Input data START

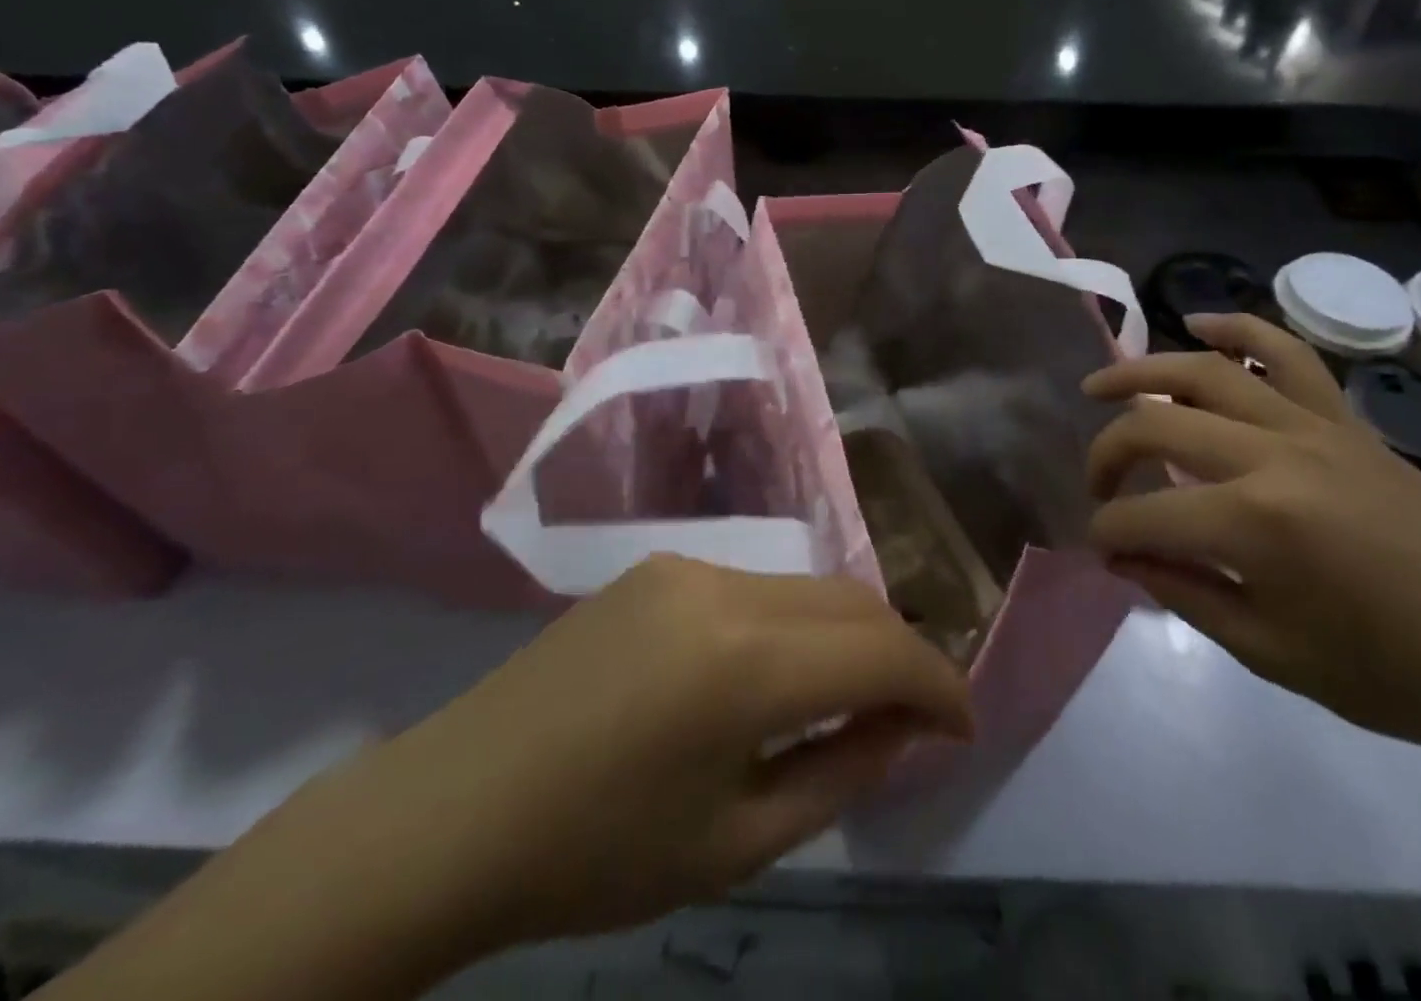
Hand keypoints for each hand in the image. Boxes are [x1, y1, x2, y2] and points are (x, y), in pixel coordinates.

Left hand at [299, 556, 971, 952]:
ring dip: (847, 636)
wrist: (458, 806)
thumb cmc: (596, 853)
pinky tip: (778, 675)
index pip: (882, 649)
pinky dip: (794, 625)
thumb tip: (902, 727)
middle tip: (918, 719)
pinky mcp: (661, 565)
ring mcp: (688, 566)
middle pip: (851, 600)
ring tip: (853, 700)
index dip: (939, 685)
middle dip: (901, 654)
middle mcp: (726, 586)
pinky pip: (758, 587)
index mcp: (745, 660)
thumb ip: (839, 772)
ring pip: (807, 588)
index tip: (962, 728)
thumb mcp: (736, 844)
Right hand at [1084, 313, 1420, 757]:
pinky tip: (1196, 323)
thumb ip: (1185, 593)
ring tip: (1099, 385)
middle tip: (1098, 486)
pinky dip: (1237, 327)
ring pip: (1205, 371)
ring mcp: (1311, 426)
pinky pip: (1285, 352)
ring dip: (1140, 371)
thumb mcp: (1275, 655)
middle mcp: (1274, 456)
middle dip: (1108, 455)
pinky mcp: (1341, 418)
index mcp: (1257, 524)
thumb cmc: (1402, 673)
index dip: (1110, 534)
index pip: (1145, 517)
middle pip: (1157, 427)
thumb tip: (1124, 556)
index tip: (1104, 553)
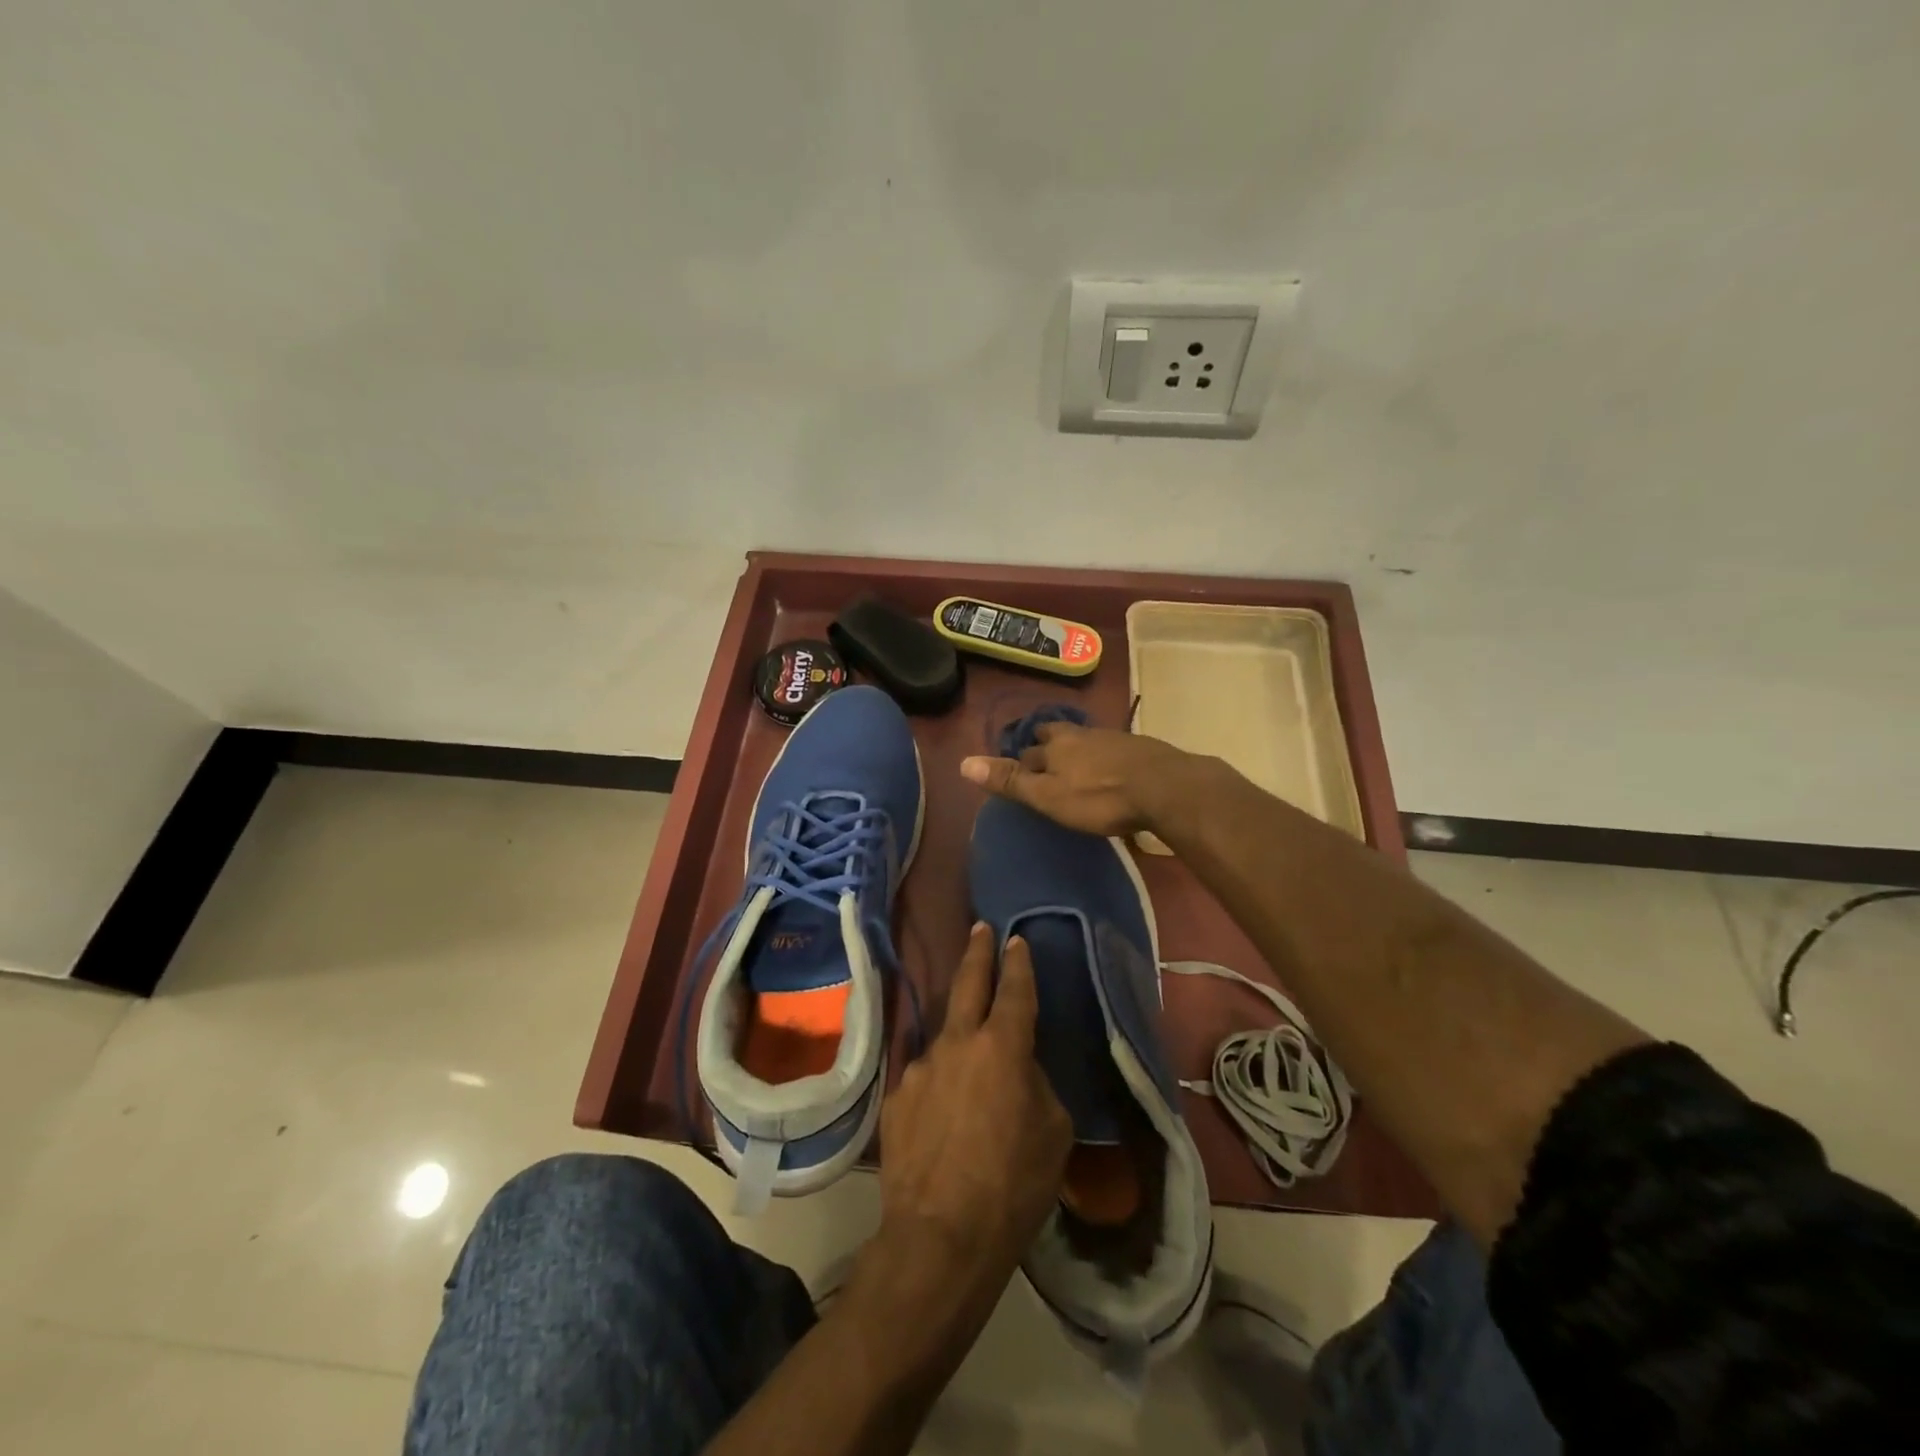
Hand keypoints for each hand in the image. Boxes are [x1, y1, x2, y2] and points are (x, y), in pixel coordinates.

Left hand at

Input data END

Repeat only the lines from the line with "pinky dip: (1237, 327)" to the end of the entries, including both the first and the last line, and drop every picture.

pinky dip: (1237, 327)
ring pip: (1205, 371)
ring mcp: (1311, 426)
pinky pip: (1285, 352)
ring dip: (1140, 371)
thumb mcp: (1275, 655)
middle mcp: (1274, 456)
middle dip: (1108, 455)
pinky mcp: (1341, 418)
index mcp: (1257, 524)
thumb cmc: (1402, 673)
index dip: (1110, 534)
index pip: (1145, 517)
middle pip: (1157, 427)
thumb tip: (1124, 556)
index tip: (1104, 553)
Hand keypoints for each hand in the image. Boxes are [x1, y1, x2, y2] and points are (x, y), in pixel coordinates.

Left hand at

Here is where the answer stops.